He points at one of the guys in the shot.  “That’s me,” he says, “next to Jimmy”.  I laugh, playful disbelief.  “Sure!” I say.  “Sure, that’s you.”  He smiles.

 

He is excited about pictures.  He says, “wait here and I will show you something”, and goes upstairs to his room in the guesthouse, for which he’s only paying 200 baht (about $5.70).  I grab a lighter from the bar staff while he’s gone, and he lights one of the two cigarettes as he pours over what he’s brought me.

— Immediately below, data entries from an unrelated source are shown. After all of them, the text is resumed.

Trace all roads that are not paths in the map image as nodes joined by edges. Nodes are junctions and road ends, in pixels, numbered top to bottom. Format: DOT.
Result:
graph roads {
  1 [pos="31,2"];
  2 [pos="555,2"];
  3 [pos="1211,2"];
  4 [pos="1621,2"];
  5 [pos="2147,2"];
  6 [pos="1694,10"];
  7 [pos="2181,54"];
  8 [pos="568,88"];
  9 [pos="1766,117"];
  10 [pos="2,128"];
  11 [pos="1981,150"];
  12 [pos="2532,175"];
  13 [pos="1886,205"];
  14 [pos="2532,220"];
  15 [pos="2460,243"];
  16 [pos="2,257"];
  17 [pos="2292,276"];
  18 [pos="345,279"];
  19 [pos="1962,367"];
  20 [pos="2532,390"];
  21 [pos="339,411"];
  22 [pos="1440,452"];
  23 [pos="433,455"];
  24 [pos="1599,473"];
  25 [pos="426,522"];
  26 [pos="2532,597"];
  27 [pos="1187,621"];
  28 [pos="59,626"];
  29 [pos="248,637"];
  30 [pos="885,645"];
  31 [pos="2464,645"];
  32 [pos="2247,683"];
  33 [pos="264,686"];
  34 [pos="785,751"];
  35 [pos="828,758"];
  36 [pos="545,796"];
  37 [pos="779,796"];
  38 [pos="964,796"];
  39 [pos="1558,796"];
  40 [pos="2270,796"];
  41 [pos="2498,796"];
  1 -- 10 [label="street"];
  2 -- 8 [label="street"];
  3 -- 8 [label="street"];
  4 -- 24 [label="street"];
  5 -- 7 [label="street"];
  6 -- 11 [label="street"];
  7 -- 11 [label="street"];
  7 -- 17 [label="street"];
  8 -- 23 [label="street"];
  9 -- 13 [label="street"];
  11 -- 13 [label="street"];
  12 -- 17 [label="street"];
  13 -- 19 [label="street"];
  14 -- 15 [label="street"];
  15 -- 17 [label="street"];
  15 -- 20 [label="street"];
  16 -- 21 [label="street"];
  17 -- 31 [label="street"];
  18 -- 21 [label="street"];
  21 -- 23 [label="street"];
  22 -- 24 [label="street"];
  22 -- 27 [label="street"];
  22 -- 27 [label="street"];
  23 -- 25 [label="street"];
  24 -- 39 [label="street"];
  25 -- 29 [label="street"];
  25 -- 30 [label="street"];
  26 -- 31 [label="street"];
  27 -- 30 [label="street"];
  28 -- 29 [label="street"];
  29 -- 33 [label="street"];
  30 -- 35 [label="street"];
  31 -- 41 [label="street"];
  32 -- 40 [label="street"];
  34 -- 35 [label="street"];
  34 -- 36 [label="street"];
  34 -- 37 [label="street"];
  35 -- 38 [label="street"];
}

It’s a sort of People Magazine, only in French, and he goes through each page, pointing to pictures and alternatively looking at me and grinning with a thumbs up, or screwing up his face in distaste.  I am suddenly struck by how similar this is to, say, sharing a picture book with a toddler.  He points out French footballers which I have no hope of knowing about, but we bond over his love of DiCaprio (a big thumbs up), and I’m starting to think it’s more of a French/English language divide, than him being completely addled.  At one point I mistake an aging Sylvester Stallone for French ex-President Sarkozy, and that leaves Luke in fits of laughter, it takes him a while to recover.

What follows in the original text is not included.